Avan Jogia From “Victorious” Has A New Poetry Substack And He Doesn’t Care If You Think It’s Cringe

“It feels like a private conversation,” Jogia said in a Zoom interview.

A photo of Avan Jogia with poetry written over him

Like so many artsy soft boys before him, Victorious actor Avan Jogia recently launched an email newsletter for personal essays and poetry.

In a Zoom interview with BuzzFeed News about his new Substack, launched in late March and called Typing W/ Feeling, Jogia said he doesn’t care if audiences think the project is cringe.

“Cringe is something measured by somebody else,” he said, casually strumming his guitar throughout the interview. “When you've done stuff that people might consider cringe, there's sort of a freedom that comes on the other end of that, where you're just like, Oh, I don't care.”

Or as he wrote in his latest newsletter: “they think I’m laughing at them, and I get embarrassed. You can’t correct that kind of nuanced social interaction.”

A screenshot of the typing w/ feeling homepage

Though celebrities like Dua Lipa and Jennifer Lopez also have their own newsletters, Jogia’s is far more DIY. He condemned grammar snobs as “boring” and “pedantic” in his first post, an opinion that he said is partially rooted in his experience with dyslexia and ADHD.

“If the way that I’ve spelled ‘your’ is taking away from the messaging, I think you’re obsessed with aesthetics and you’re obsessed with the outer dermis of an idea,” he said in our interview.

Jogia has gone through several career incarnations. His recent reemergence on TikTok triggered an influx of nostalgia for Victorious, the 2010s Nickelodeon show in which he played Beck Oliver, who has a will-they-or-won’t-they relationship with the show’s main character, Tori Vega (Victoria Justice). Since the show, Jogia has appeared in a few minor roles, in Resident Evil: Welcome to Raccoon City and Zombieland: Double Tap, and directed a feature film. He wrote a poetry book and is currently writing his Substack dispatches from New Zealand, where he’s filming a Netflix movie in which he plays a “sexy British rockstar.”

“Probably ‘actor’ is the most realistic for what people are aware of me, but…who are any of us nowadays?” he asked. “It's part of the story. It's not a full experience of a person.”
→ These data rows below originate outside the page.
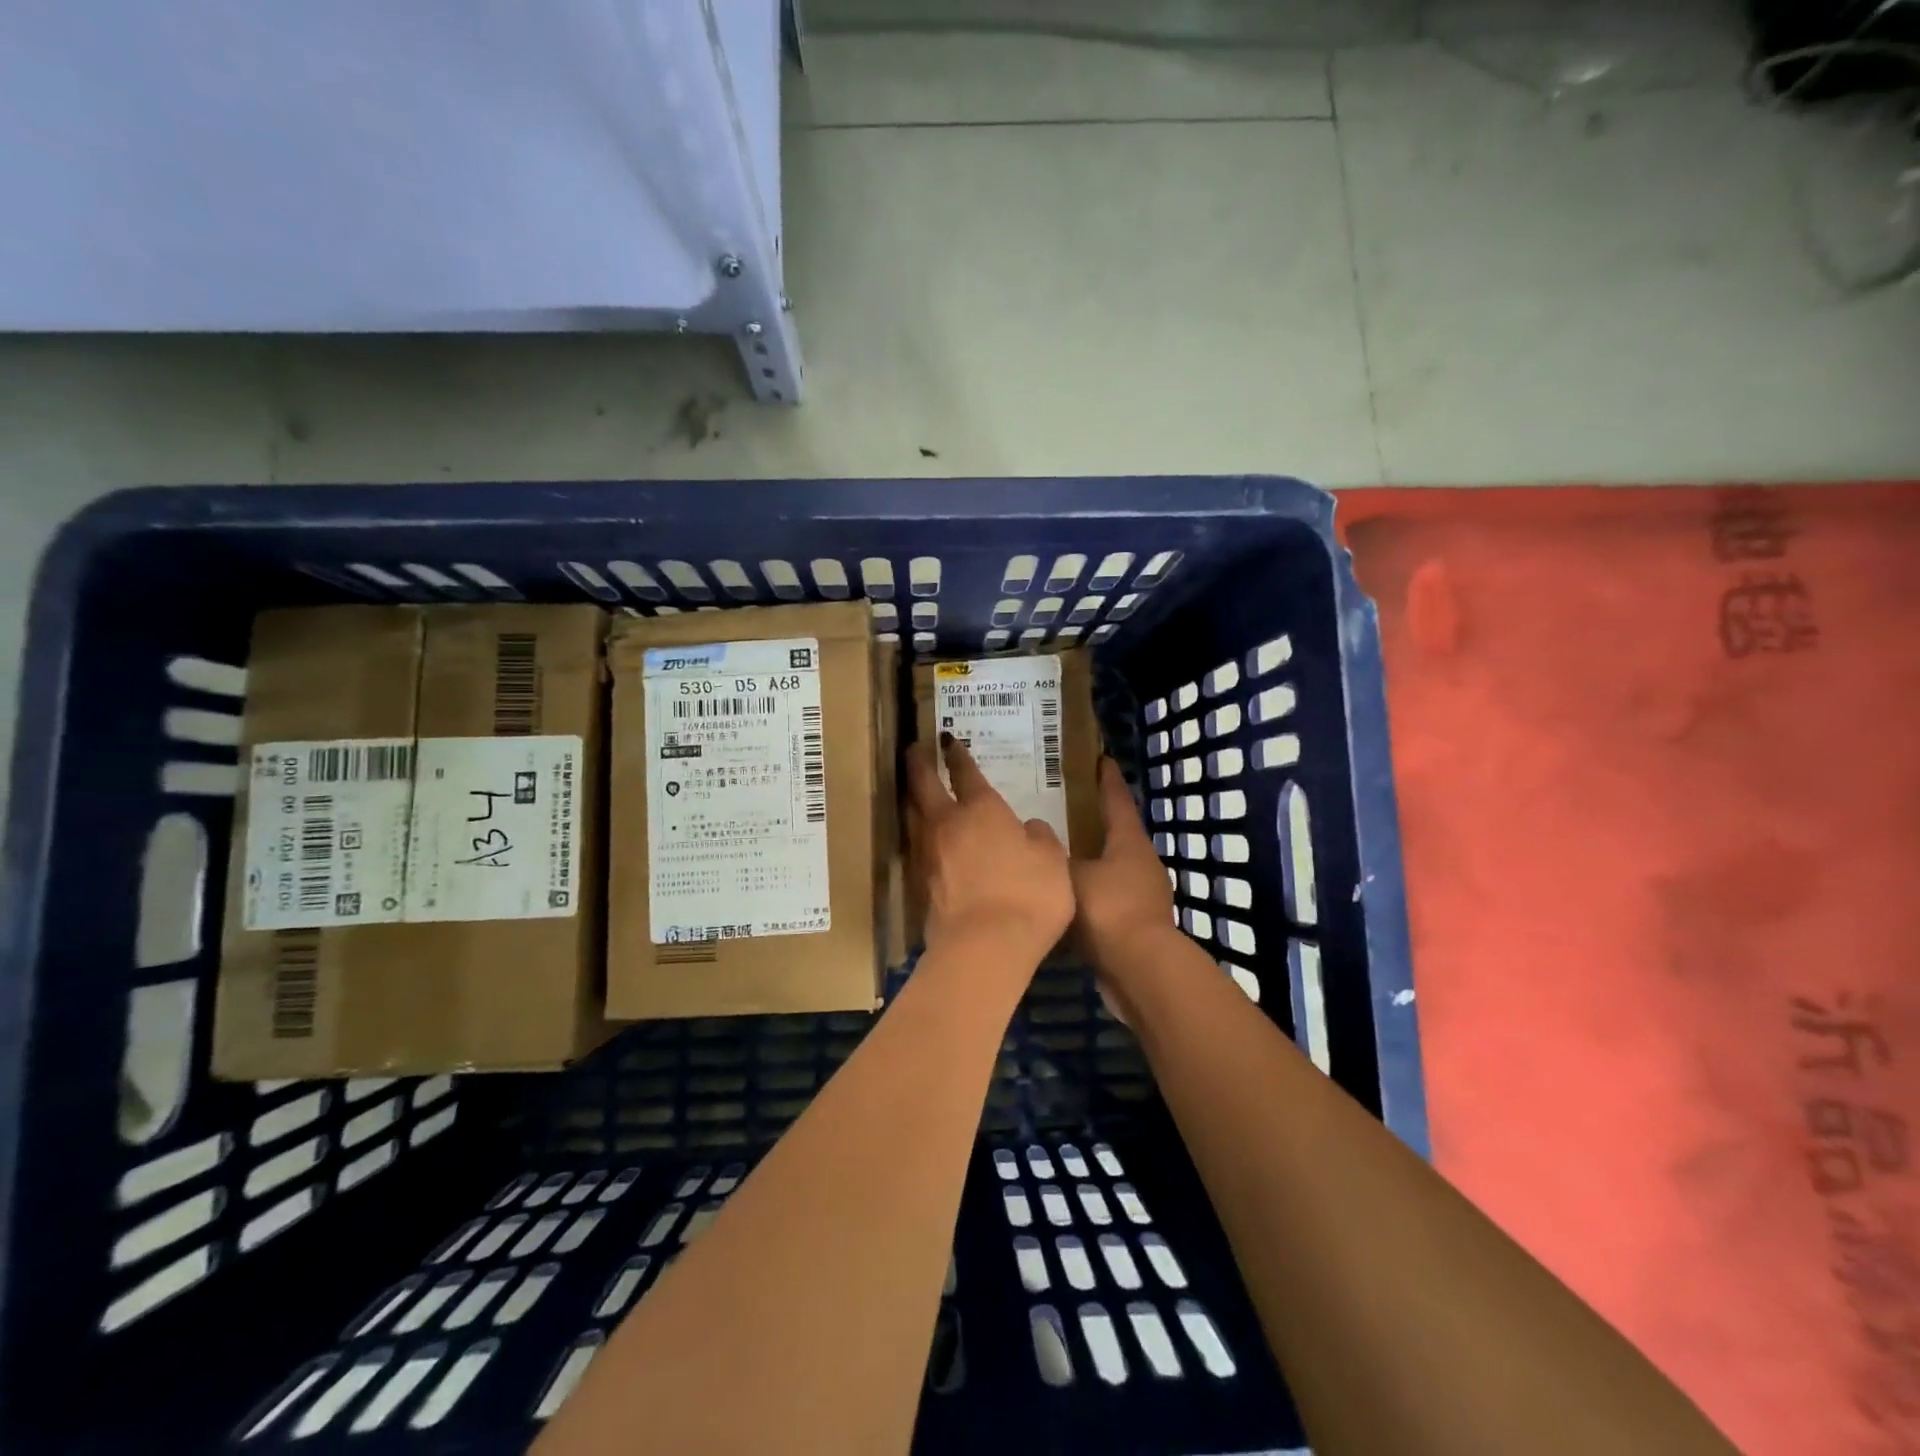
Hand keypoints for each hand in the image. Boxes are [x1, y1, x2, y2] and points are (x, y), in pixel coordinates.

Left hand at [905, 735, 1073, 979]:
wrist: (984, 947)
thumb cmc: (1028, 896)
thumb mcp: (1053, 862)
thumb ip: (1040, 839)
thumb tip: (1028, 829)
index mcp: (982, 810)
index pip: (966, 773)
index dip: (957, 755)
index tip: (947, 740)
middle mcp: (948, 824)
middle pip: (924, 785)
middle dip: (919, 764)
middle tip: (914, 749)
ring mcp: (928, 854)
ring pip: (912, 815)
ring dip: (911, 797)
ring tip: (913, 790)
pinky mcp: (919, 884)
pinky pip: (914, 847)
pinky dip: (916, 835)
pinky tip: (922, 839)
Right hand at [1070, 758, 1179, 980]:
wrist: (1139, 970)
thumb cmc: (1108, 910)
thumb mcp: (1071, 875)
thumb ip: (1053, 856)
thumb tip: (1038, 839)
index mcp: (1129, 842)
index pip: (1117, 800)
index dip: (1106, 779)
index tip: (1099, 759)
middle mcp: (1141, 862)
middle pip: (1116, 833)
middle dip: (1094, 820)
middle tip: (1064, 808)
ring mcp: (1143, 894)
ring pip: (1111, 866)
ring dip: (1090, 859)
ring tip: (1059, 853)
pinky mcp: (1136, 923)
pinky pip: (1107, 897)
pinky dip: (1089, 892)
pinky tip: (1064, 896)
Now 30, Jogia still engages with Victorious fans. When he first joined TikTok in 2020, he would bluntly answer questions about his time on the show and joked about the lack of storylines for his character. In his most-watched video on TikTok, where he has 3.9 million followers, he says in onscreen text, “when you don’t remember the plotline to a single Victorious episode,” and adds that he does remember partying every night.

His Substack audience is a fraction of that, with Typing W/ Feeling currently having just over 10,000 followers after launching two months ago. The goal is a “smaller, intimate community,” Jogia said, and the thrill of appearing directly in someone’s inbox.

“It feels like a private conversation,” he said. “I was craving out of this internet thing a strong sense of community, and maybe a way for us to make stuff and watch people make stuff, sort of like what it’s originally intended for.”

He longs for the intimacy of the “old internet,” he said, and has deleted many of his previous posts because they didn’t fit his “mood” anymore.

Occasionally, the Victorious videos disappear from his feed. Then they’ll reappear. "I've been deleting posts, putting them back up and deleting,” he said. “It’s chaos.”

Less chaotic, for him at least, is the newsletter, a rambling creative writing experiment that he said is the real him, or at least his pursuit of finding that real him, or, as he explained it, “telling the truth through lies.”

In the comments of his newsletter posts, he’ll often interact with his audience, replying with emojis and thank-yous. In a post about a dentist appointment, one commenter noted that perhaps they’ll finally admit they only floss before a visit. “Live honestly as the scattered, barely getting by, person you are,” Jogia wrote.

A screenshot of a comment on his newsletter where someone wrote "kind of funny to realize that someone we admire is also a sentient meat bag of flesh and blood that also admires someone."

The topics and styles he explores are decided in the moment, he said. Like he describes in a post titled “Morning Mourning,” his creative writing process is just “sitting down to type, with no thoughts in my head or any idea how these entries will go.”

The same looseness applied in his interview. Asked if he had any final thoughts to share, he replied: “Go about your life is what my final say is. Hey, you read an article. Congratulations.”